-- WORK TO COMPLETE --
Find each line in the records below that contains the word "dead", and copy it out.

(Stored dataset items)
___
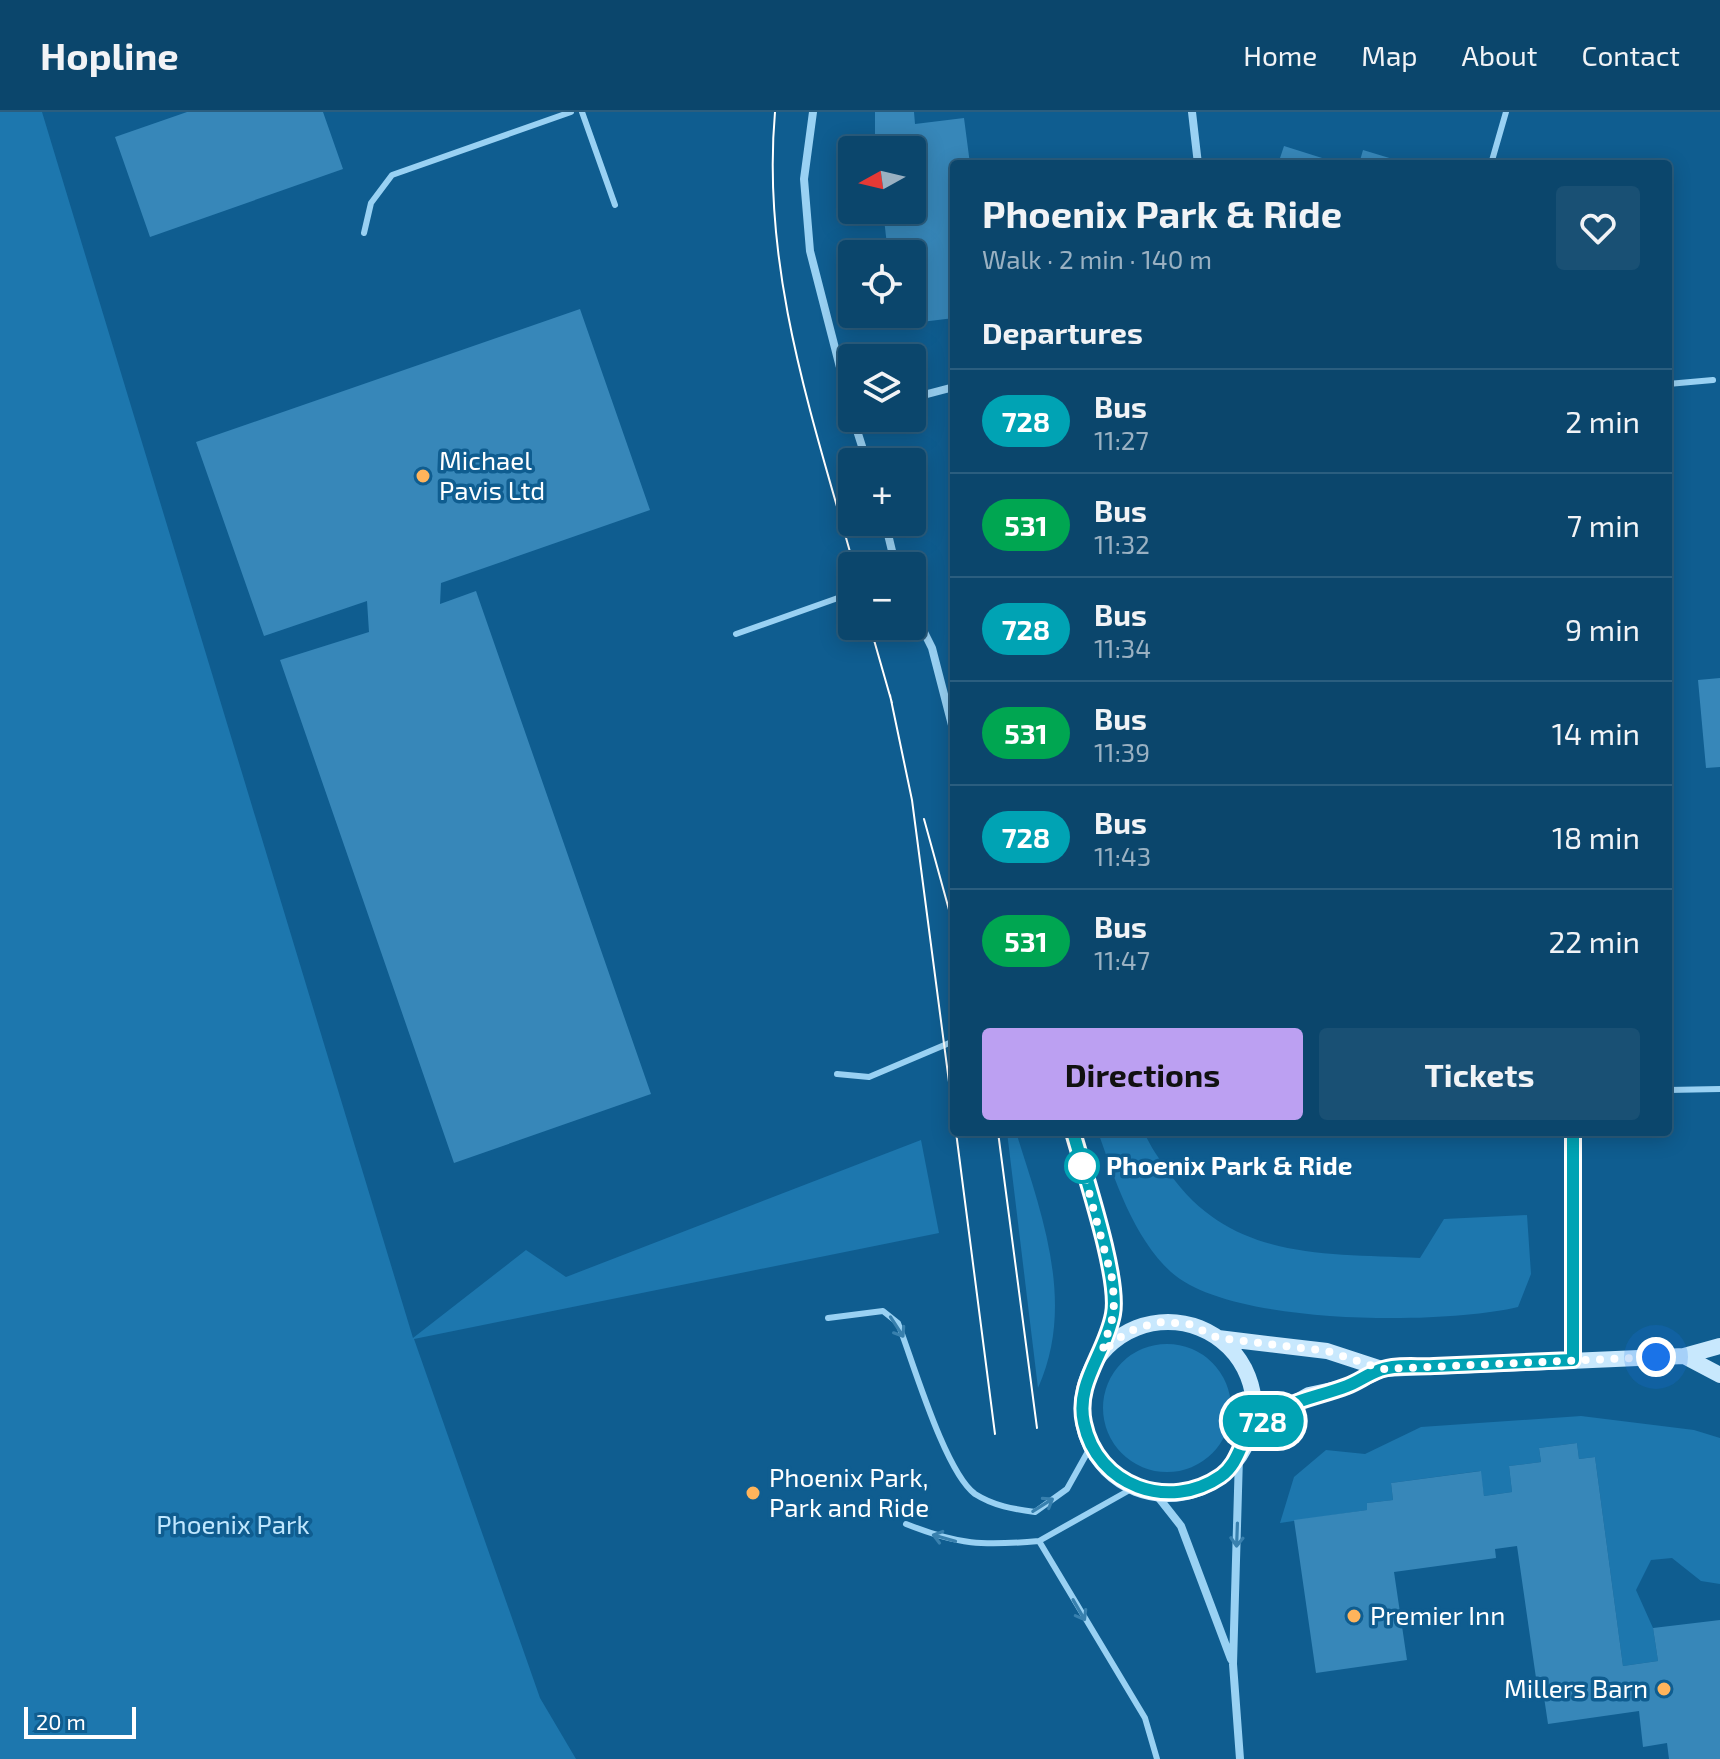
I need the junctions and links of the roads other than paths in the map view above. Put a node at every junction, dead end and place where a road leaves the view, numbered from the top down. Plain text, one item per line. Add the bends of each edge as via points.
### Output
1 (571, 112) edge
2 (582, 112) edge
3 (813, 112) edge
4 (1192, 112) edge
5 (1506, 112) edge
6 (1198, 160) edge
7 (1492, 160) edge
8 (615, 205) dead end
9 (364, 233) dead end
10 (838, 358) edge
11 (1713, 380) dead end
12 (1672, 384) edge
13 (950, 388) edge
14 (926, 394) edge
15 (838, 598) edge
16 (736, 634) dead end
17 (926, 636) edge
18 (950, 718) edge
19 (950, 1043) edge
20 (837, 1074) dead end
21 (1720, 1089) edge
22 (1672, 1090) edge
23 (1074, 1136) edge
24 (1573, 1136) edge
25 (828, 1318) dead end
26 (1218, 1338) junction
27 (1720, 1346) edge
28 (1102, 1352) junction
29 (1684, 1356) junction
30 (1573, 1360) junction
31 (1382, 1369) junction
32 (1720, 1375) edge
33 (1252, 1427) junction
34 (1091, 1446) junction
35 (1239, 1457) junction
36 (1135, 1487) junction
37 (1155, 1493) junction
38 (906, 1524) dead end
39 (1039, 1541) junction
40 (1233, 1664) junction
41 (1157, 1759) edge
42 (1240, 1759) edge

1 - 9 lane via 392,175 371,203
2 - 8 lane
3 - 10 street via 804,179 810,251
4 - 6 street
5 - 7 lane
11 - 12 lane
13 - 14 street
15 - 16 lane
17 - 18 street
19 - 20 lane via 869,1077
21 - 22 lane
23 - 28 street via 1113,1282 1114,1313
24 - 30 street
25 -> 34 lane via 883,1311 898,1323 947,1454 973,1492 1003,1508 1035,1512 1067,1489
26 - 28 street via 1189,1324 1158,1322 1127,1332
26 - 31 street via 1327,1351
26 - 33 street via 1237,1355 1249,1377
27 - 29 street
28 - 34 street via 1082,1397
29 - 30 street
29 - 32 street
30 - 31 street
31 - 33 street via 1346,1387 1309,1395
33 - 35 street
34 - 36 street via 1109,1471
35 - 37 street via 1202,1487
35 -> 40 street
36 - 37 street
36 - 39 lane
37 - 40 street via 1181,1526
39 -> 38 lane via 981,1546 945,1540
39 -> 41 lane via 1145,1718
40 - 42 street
___
-- OUTPUT --
I need the junctions and links of the roads other than paths in the map view above. Put a node at every junction, dead end and place where a road leaves the view, numbered from the top down. Plain text, one item per line. Add the bends of each edge as via points.
8 (615, 205) dead end
9 (364, 233) dead end
11 (1713, 380) dead end
16 (736, 634) dead end
20 (837, 1074) dead end
25 (828, 1318) dead end
38 (906, 1524) dead end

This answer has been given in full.